Decoder output shape: torch.Size([2, 6, 128])


## 6. Full Transformer Model

The full Transformer model consists of stacked encoder and decoder blocks.
Token embeddings are combined with positional encodings before being passed
through the encoder. The decoder generates outputs using masked self-attention
and encoder–decoder attention.


In [16]:
class Transformer(nn.Module):
    def __init__(self, d_model, num_heads, num_layers=2, vocab_size=1000):
        super().__init__()

        self.embedding = nn.Embedding(vocab_size, d_model)
        self.positional_encoding = PositionalEncoding(d_model)

        self.encoders = nn.ModuleList(
            [EncoderBlock(d_model, num_heads) for _ in range(num_layers)]
        )

        self.decoders = nn.ModuleList(
            [DecoderBlock(d_model, num_heads) for _ in range(num_layers)]
        )

        self.fc_out = nn.Linear(d_model, vocab_size)

    def forward(self, src, tgt, src_mask=None, tgt_mask=None):
        src = self.embedding(src)
        src = self.positional_encoding(src)

        for encoder in self.encoders:
            src = encoder(src, src_mask)

        tgt = self.embedding(tgt)
        tgt = self.positional_encoding(tgt)

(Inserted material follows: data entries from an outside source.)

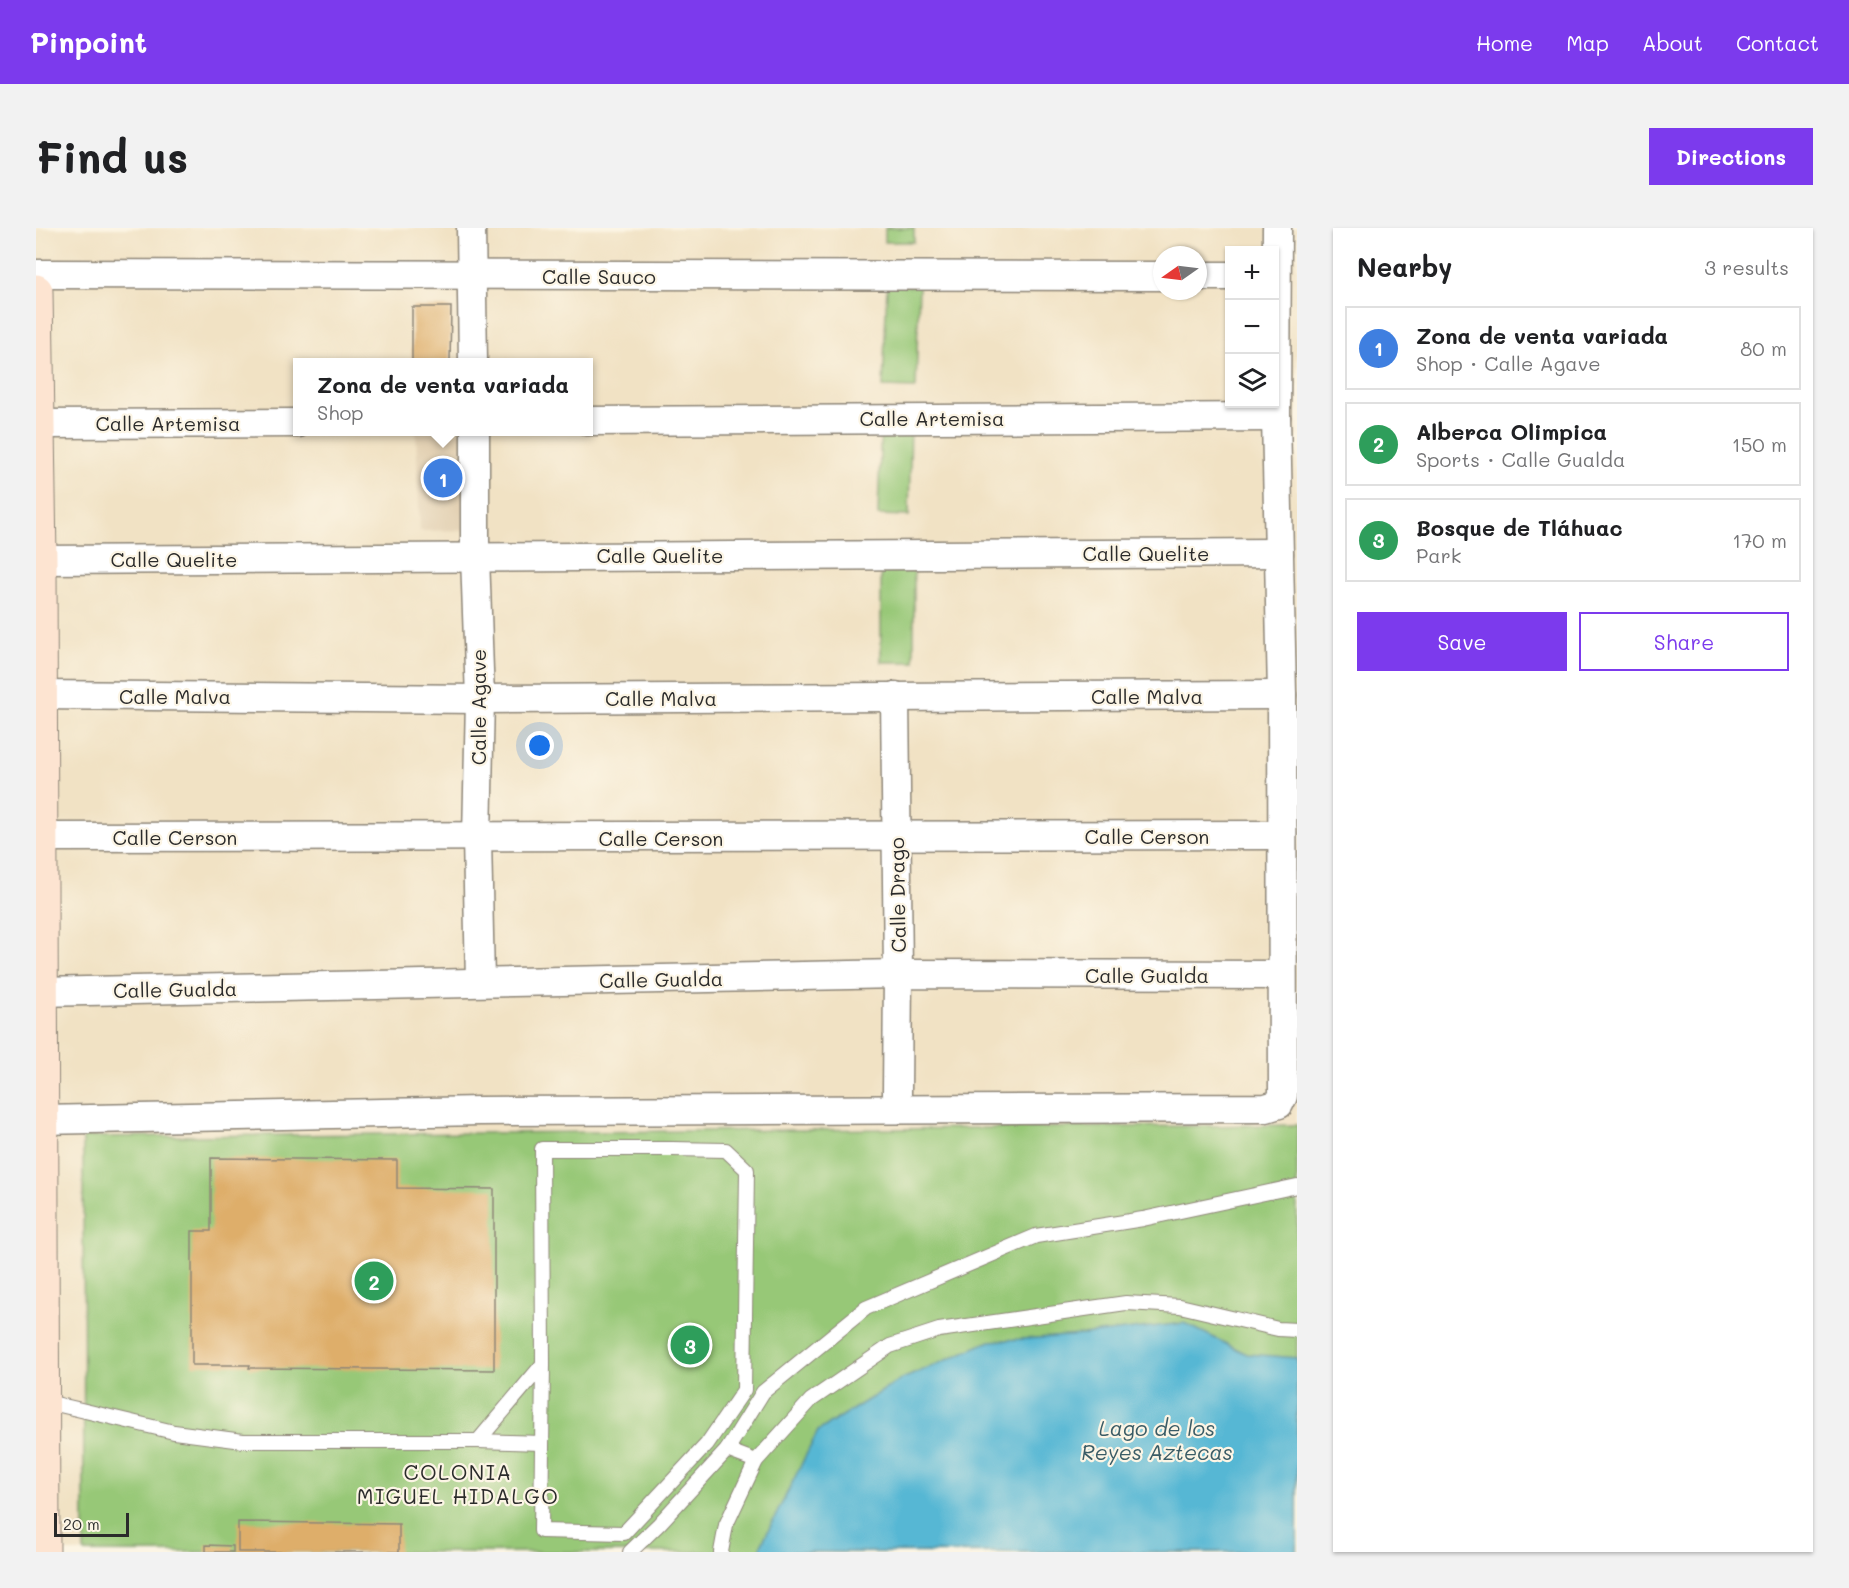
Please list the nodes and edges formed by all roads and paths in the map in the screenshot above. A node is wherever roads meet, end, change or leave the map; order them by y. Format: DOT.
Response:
graph roads {
  1 [pos="471,228"];
  2 [pos="1277,228"];
  3 [pos="1276,246"];
  4 [pos="36,274"];
  5 [pos="471,276"];
  6 [pos="1153,276"];
  7 [pos="1207,276"];
  8 [pos="1225,276"];
  9 [pos="36,291"];
  10 [pos="1275,300"];
  11 [pos="473,358"];
  12 [pos="1276,417"];
  13 [pos="593,421"];
  14 [pos="38,423"];
  15 [pos="293,423"];
  16 [pos="475,436"];
  17 [pos="1279,553"];
  18 [pos="475,556"];
  19 [pos="40,560"];
  20 [pos="39,695"];
  21 [pos="1282,695"];
  22 [pos="895,696"];
  23 [pos="480,699"];
  24 [pos="1282,835"];
  25 [pos="41,837"];
  26 [pos="896,837"];
  27 [pos="477,838"];
  28 [pos="898,974"];
  29 [pos="1282,975"];
  30 [pos="480,982"];
  31 [pos="40,992"];
  32 [pos="897,1094"];
  33 [pos="42,1120"];
  34 [pos="1297,1186"];
  35 [pos="1297,1330"];
  36 [pos="543,1364"];
  37 [pos="41,1401"];
  38 [pos="478,1441"];
  39 [pos="542,1443"];
  40 [pos="727,1450"];
  41 [pos="756,1461"];
  42 [pos="43,1552"];
  43 [pos="630,1552"];
  44 [pos="722,1552"];
  1 -- 5 [label="street"];
  2 -- 3 [label="street"];
  4 -- 5 [label="street, Calle Sauco"];
  5 -- 6 [label="street, Calle Sauco"];
  5 -- 11 [label="street"];
  7 -- 8 [label="street"];
  9 -- 14 [label="main road"];
  10 -- 12 [label="street"];
  12 -- 13 [label="street, Calle Artemisa"];
  12 -- 17 [label="street"];
  14 -- 15 [label="street, Calle Artemisa"];
  14 -- 19 [label="main road"];
  16 -- 18 [label="street, Calle Agave"];
  17 -- 18 [label="street, Calle Quelite"];
  17 -- 21 [label="street"];
  18 -- 19 [label="street, Calle Quelite"];
  18 -- 23 [label="street, Calle Agave"];
  19 -- 20 [label="main road"];
  20 -- 23 [label="street, Calle Malva"];
  20 -- 25 [label="main road"];
  21 -- 22 [label="street, Calle Malva"];
  21 -- 24 [label="street"];
  22 -- 23 [label="street, Calle Malva"];
  22 -- 26 [label="street, Calle Drago"];
  23 -- 27 [label="street, Calle Agave"];
  24 -- 26 [label="street, Calle Cerson"];
  24 -- 29 [label="street"];
  25 -- 27 [label="street, Calle Cerson"];
  25 -- 31 [label="main road"];
  26 -- 27 [label="street, Calle Cerson"];
  26 -- 28 [label="street, Calle Drago"];
  27 -- 30 [label="street, Calle Agave"];
  28 -- 29 [label="street, Calle Gualda"];
  28 -- 30 [label="street, Calle Gualda"];
  28 -- 32 [label="street, Calle Drago"];
  29 -- 33 [label="street"];
  30 -- 31 [label="street, Calle Gualda"];
  31 -- 33 [label="main road"];
  33 -- 37 [label="main road"];
  34 -- 40 [label="lane"];
  35 -- 41 [label="lane"];
  36 -- 38 [label="lane"];
  36 -- 39 [label="lane"];
  36 -- 39 [label="lane"];
  37 -- 38 [label="lane"];
  37 -- 42 [label="main road"];
  38 -- 39 [label="lane"];
  40 -- 41 [label="lane"];
  40 -- 43 [label="lane"];
  41 -- 44 [label="lane"];
}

        for decoder in self.decoders:
            tgt = decoder(tgt, src, src_mask, tgt_mask)

        return self.fc_out(tgt)


In [17]:
B, S = 2, 5
vocab_size = 1000

src = torch.randint(0, vocab_size, (B, S))
tgt = torch.randint(0, vocab_size, (B, S))

tgt_mask = generate_subsequent_mask(S)

model = Transformer(d_model=128, num_heads=8, num_layers=2, vocab_size=vocab_size)
out = model(src, tgt, tgt_mask=tgt_mask)

print("Transformer output shape:", out.shape)


Transformer output shape: torch.Size([2, 5, 1000])


In [18]:
criterion = nn.CrossEntropyLoss()

# Shift target for teacher forcing
loss = criterion(out.view(-1, vocab_size), tgt.view(-1))
print("Sample loss:", loss.item())


Sample loss: 7.0142412185668945


In [19]:
# Minimal training demonstration (sanity check)
optimizer = torch.optim.Adam(model.parameters(), lr=1e-4)
criterion = nn.CrossEntropyLoss()

model.train()
for epoch in range(3):
    optimizer.zero_grad()

    src = torch.randint(0, vocab_size, (B, S))
    tgt = torch.randint(0, vocab_size, (B, S))
    tgt_mask = generate_subsequent_mask(S)

    output = model(src, tgt, tgt_mask=tgt_mask)
    loss = criterion(output.view(-1, vocab_size), tgt.view(-1))

    loss.backward()
    optimizer.step()

    print(f"Epoch {epoch+1}, Loss: {loss.item():.4f}")


Epoch 1, Loss: 7.1733
Epoch 2, Loss: 6.9667
Epoch 3, Loss: 7.1999